UPTON, NY—Scientists have identified the primary cause of failure in a state-of-the-art lithium-metal battery, of interest for long-range electric vehicles. Using high-energy x-rays, they followed the cycling-induced changes at thousands of different points across the battery and mapped the variations in performance. At each point, they used the x-ray data to calculate the amount of cathode material and its local state of charge. These findings, combined with complementary electrochemical measurements, enabled them to determine the dominant mechanism driving the loss of battery capacity after many charge-discharge cycles. As they recently reported in Chemistry of Materials, depletion of the liquid electrolyte was the primary cause of failure. The electrolyte transports lithium ions between the rechargeable battery’s two electrodes (anode and cathode) during each charge and discharge cycle.
“The big advantage of batteries with anodes made of lithium metal instead of graphite, the material typically used in today’s batteries, is their high energy density,” explained corresponding author Peter Khalifah, a joint appointee in the Chemistry Division at the U.S. Department of Energy’s (DOE) Brookhaven National Laboratory and the Department of Chemistry at Stony Brook University. “Increasing the amount of energy that a battery material can store for a given mass is the best way to extend the driving range of electric vehicles.”

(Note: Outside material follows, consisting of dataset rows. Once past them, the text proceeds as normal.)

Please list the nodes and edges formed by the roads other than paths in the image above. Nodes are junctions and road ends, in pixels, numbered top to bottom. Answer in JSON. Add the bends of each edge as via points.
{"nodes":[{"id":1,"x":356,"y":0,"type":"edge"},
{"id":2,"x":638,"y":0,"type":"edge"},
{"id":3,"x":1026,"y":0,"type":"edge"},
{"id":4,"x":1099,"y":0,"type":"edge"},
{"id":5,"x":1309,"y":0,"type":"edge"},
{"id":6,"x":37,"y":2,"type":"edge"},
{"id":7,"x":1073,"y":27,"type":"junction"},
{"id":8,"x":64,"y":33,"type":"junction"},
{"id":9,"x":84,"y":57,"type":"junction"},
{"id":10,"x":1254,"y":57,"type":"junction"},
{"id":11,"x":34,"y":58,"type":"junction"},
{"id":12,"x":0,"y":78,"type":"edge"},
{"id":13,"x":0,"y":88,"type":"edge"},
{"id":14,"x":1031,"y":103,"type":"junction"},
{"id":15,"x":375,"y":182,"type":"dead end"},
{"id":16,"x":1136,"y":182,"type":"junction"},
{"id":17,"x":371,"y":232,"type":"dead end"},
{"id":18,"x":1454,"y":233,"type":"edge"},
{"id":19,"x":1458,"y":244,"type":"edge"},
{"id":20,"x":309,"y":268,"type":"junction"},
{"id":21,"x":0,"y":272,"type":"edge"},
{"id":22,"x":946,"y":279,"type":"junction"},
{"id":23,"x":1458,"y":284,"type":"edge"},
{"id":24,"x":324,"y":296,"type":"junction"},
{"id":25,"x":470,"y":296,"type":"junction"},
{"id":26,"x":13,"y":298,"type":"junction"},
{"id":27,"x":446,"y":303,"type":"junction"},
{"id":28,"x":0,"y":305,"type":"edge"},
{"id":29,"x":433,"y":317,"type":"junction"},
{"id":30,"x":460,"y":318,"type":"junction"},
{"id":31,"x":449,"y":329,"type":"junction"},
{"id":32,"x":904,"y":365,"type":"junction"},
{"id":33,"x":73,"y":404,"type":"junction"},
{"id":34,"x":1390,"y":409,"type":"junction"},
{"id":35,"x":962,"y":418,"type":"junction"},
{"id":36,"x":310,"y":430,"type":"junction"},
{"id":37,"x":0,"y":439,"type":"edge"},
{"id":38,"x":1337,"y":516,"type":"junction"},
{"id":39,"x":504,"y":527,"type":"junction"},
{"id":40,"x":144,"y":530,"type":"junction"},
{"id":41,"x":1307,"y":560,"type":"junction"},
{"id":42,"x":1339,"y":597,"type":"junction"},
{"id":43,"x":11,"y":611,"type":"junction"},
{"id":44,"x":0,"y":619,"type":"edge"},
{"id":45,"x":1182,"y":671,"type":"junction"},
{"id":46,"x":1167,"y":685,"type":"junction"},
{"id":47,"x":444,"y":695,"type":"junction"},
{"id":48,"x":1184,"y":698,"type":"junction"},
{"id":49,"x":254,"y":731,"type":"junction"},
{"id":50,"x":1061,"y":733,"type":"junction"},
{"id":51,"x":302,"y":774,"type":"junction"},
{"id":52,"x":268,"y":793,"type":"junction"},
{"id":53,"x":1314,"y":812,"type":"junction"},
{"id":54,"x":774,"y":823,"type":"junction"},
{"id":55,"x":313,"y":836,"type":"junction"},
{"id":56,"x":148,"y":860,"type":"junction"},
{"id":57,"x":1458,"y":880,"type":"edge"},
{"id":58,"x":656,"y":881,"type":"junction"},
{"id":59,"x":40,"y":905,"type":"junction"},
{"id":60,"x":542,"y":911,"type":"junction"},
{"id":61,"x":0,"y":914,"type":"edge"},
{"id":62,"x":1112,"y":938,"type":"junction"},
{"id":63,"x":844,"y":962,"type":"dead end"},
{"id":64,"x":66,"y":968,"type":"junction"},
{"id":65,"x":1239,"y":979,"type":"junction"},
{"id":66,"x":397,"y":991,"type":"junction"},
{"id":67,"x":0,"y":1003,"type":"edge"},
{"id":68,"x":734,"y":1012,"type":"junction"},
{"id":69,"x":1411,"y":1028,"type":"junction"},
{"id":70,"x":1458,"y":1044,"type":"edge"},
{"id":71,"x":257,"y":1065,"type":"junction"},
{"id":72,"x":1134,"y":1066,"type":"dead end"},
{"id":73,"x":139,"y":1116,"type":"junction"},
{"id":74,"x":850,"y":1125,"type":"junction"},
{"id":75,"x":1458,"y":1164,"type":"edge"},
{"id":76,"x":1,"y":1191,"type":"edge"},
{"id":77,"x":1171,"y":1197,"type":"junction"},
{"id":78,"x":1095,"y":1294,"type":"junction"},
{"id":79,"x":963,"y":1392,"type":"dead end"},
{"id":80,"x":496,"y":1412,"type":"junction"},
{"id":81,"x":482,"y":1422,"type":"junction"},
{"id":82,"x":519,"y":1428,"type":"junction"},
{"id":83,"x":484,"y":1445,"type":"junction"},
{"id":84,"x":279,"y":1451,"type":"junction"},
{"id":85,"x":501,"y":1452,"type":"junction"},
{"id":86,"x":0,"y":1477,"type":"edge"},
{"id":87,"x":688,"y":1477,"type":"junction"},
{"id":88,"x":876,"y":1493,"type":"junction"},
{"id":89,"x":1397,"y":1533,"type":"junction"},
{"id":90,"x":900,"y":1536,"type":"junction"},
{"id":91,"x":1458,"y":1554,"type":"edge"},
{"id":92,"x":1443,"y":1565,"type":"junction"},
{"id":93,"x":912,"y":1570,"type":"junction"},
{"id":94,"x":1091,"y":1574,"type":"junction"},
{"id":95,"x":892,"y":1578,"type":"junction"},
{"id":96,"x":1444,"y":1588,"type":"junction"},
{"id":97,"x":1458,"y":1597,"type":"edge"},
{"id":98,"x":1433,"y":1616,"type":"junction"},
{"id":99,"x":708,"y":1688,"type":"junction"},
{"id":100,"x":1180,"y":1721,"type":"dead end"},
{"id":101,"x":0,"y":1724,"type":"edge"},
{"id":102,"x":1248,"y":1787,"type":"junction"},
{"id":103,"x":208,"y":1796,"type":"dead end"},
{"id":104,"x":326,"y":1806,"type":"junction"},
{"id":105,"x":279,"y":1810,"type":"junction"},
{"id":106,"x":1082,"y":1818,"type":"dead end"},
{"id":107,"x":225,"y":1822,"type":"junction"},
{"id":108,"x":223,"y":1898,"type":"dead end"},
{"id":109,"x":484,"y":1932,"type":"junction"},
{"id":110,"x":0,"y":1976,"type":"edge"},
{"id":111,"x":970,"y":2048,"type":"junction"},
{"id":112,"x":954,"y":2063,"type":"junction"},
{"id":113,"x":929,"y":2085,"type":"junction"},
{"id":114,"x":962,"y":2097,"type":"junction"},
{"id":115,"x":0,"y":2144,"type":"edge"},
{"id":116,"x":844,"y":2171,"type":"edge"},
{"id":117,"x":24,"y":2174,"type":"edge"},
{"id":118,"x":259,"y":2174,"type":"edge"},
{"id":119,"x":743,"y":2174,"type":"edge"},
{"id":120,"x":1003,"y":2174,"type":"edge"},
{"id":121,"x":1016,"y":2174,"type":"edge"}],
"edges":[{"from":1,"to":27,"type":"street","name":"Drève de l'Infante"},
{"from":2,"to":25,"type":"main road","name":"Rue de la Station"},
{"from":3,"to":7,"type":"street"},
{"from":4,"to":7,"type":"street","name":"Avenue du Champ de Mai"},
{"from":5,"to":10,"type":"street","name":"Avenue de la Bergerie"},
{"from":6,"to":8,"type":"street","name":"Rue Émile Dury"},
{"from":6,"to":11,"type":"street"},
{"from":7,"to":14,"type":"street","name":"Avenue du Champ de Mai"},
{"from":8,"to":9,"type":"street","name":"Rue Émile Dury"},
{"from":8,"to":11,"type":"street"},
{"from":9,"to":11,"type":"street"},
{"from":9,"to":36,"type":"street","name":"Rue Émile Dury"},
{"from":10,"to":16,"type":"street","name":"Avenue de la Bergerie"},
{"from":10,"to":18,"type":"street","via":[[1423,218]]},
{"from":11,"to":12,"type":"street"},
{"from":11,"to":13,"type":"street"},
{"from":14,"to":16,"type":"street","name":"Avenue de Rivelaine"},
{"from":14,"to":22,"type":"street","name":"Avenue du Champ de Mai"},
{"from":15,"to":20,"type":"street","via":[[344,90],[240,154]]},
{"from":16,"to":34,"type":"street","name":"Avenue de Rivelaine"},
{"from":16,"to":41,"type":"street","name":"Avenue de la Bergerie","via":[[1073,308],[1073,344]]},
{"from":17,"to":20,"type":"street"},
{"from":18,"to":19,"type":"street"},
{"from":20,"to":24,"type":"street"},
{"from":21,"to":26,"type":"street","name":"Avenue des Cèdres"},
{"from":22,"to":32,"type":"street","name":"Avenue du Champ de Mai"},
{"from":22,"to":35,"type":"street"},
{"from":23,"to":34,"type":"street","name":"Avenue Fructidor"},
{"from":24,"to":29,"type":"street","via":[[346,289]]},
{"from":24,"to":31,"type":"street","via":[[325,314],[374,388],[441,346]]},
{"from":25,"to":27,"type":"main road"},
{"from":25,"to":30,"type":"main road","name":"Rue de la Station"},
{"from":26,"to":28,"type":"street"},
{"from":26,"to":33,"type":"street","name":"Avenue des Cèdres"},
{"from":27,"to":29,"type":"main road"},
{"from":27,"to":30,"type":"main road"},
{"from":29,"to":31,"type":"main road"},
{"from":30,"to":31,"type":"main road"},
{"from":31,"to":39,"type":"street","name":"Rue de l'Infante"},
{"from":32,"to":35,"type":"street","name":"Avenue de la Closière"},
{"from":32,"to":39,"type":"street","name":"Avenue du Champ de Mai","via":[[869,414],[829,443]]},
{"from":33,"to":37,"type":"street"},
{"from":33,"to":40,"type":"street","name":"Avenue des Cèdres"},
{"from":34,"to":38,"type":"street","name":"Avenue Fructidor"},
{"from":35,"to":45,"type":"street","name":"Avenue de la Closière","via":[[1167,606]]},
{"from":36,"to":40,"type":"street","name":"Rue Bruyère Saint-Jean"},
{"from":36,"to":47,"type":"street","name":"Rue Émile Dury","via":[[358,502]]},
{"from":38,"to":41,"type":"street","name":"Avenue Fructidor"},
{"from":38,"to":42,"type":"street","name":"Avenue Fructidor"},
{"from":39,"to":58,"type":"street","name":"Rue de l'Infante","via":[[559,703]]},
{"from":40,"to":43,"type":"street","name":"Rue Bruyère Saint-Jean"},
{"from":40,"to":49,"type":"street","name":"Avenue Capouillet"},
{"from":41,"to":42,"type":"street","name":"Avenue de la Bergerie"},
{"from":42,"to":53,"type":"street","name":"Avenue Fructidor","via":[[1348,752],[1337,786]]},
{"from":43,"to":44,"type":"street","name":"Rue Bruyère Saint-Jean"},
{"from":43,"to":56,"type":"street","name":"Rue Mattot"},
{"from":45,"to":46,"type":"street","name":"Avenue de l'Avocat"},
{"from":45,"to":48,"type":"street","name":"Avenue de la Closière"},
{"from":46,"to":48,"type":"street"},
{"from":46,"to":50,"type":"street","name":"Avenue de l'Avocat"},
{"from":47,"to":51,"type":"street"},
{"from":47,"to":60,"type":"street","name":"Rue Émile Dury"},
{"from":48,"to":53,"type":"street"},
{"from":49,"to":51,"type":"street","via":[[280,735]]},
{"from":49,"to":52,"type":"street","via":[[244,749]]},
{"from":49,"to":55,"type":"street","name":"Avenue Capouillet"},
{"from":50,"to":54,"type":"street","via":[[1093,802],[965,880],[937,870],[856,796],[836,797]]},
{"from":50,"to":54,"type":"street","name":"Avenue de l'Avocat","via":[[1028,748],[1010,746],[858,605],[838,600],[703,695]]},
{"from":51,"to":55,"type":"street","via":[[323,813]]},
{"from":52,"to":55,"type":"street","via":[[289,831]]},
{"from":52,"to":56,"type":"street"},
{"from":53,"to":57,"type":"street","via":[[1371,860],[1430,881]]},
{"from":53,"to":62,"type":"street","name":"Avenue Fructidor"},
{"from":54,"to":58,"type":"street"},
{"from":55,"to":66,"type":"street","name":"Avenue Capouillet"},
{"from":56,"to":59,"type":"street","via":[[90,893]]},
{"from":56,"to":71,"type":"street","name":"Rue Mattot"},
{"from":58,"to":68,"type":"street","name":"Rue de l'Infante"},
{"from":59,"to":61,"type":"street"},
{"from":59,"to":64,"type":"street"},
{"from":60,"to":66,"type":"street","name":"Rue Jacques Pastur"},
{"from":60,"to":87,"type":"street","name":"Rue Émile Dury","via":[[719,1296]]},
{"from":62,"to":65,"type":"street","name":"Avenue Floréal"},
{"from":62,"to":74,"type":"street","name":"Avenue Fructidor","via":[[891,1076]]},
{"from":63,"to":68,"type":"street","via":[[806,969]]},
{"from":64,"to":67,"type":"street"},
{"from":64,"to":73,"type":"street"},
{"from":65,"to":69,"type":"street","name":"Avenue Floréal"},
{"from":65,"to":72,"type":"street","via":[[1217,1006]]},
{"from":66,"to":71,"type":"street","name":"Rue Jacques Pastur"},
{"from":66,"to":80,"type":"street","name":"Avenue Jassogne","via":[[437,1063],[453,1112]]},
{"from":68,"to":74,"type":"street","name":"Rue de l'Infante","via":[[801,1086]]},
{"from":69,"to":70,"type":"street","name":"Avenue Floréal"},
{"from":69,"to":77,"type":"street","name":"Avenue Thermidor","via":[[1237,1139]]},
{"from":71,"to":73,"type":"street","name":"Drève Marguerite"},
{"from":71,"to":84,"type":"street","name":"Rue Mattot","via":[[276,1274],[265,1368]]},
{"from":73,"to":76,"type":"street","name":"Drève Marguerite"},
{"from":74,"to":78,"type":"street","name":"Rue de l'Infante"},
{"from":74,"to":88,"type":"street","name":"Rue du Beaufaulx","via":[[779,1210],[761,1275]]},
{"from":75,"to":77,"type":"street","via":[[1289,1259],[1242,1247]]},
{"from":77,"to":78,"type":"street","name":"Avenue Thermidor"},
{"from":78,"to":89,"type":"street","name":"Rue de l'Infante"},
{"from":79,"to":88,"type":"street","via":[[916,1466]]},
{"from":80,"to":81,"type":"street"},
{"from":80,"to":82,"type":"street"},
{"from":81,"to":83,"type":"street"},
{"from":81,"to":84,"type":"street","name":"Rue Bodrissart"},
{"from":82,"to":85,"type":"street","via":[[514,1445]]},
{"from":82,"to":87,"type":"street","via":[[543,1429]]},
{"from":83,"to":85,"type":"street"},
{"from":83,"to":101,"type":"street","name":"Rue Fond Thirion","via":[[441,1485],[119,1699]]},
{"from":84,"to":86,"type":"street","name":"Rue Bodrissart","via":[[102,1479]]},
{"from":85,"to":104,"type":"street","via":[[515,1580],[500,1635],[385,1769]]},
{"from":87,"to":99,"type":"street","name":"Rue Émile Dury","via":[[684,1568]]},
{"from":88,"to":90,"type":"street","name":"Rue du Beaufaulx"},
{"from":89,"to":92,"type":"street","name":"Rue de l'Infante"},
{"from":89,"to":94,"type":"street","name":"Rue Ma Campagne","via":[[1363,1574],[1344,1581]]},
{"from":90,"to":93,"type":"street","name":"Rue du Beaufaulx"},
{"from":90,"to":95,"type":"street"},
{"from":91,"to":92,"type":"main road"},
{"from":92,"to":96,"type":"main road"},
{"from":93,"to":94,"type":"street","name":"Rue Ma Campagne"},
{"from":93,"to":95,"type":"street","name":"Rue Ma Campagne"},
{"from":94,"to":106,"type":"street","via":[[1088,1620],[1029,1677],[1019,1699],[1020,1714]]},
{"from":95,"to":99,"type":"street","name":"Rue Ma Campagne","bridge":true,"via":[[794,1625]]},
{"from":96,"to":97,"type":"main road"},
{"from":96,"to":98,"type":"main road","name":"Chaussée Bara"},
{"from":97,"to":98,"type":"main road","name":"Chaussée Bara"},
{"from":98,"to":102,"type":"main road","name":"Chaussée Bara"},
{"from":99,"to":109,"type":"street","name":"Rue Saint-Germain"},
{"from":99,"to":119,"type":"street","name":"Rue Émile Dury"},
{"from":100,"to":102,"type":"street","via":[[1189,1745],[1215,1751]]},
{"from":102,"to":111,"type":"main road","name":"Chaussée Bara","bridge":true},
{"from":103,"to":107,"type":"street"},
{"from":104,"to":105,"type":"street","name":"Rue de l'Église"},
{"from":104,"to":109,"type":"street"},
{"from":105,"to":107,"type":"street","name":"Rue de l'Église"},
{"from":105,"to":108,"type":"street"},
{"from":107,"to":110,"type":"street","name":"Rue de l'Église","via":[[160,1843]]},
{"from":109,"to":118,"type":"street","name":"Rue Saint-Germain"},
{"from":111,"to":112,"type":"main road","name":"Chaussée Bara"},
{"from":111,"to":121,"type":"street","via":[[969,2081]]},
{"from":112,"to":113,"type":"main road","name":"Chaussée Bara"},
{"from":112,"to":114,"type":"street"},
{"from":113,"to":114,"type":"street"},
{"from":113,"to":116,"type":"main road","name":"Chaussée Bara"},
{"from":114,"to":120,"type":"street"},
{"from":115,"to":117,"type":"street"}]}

Since 2017, the Battery500 Consortium—a group of national labs and universities—has been working to develop next-generation lithium-metal anodes with an energy density three times higher than that of current automotive batteries. However, getting lithium metal to work well as an anode in a continually cycling rechargeable battery with a high energy density is extremely challenging. Lithium metal is very reactive, so more and more of it degrades as the battery cycles. Over time, these degradation reactions consume other key battery parts, like the liquid electrolyte.
Early on in their development, high-energy-density lithium-metal anodes had a very short lifetime, typically 10 cycles or less. Battery500 Consortium researchers improved this lifetime to 200 cycles for the battery cell studied in this work and, more recently, to 400 cycles in 2020. Ultimately, the consortium seeks to achieve lifetimes of 1,000 cycles or more to meet electric vehicle needs.
“How can we make high-energy-density lithium-metal batteries that cycle for a longer time?” said Khalifah. “One way of answering this question is to understand the failure mechanism in a realistic “pouch cell” battery. That’s where our work, supported by the Battery500 Consortium, comes in.”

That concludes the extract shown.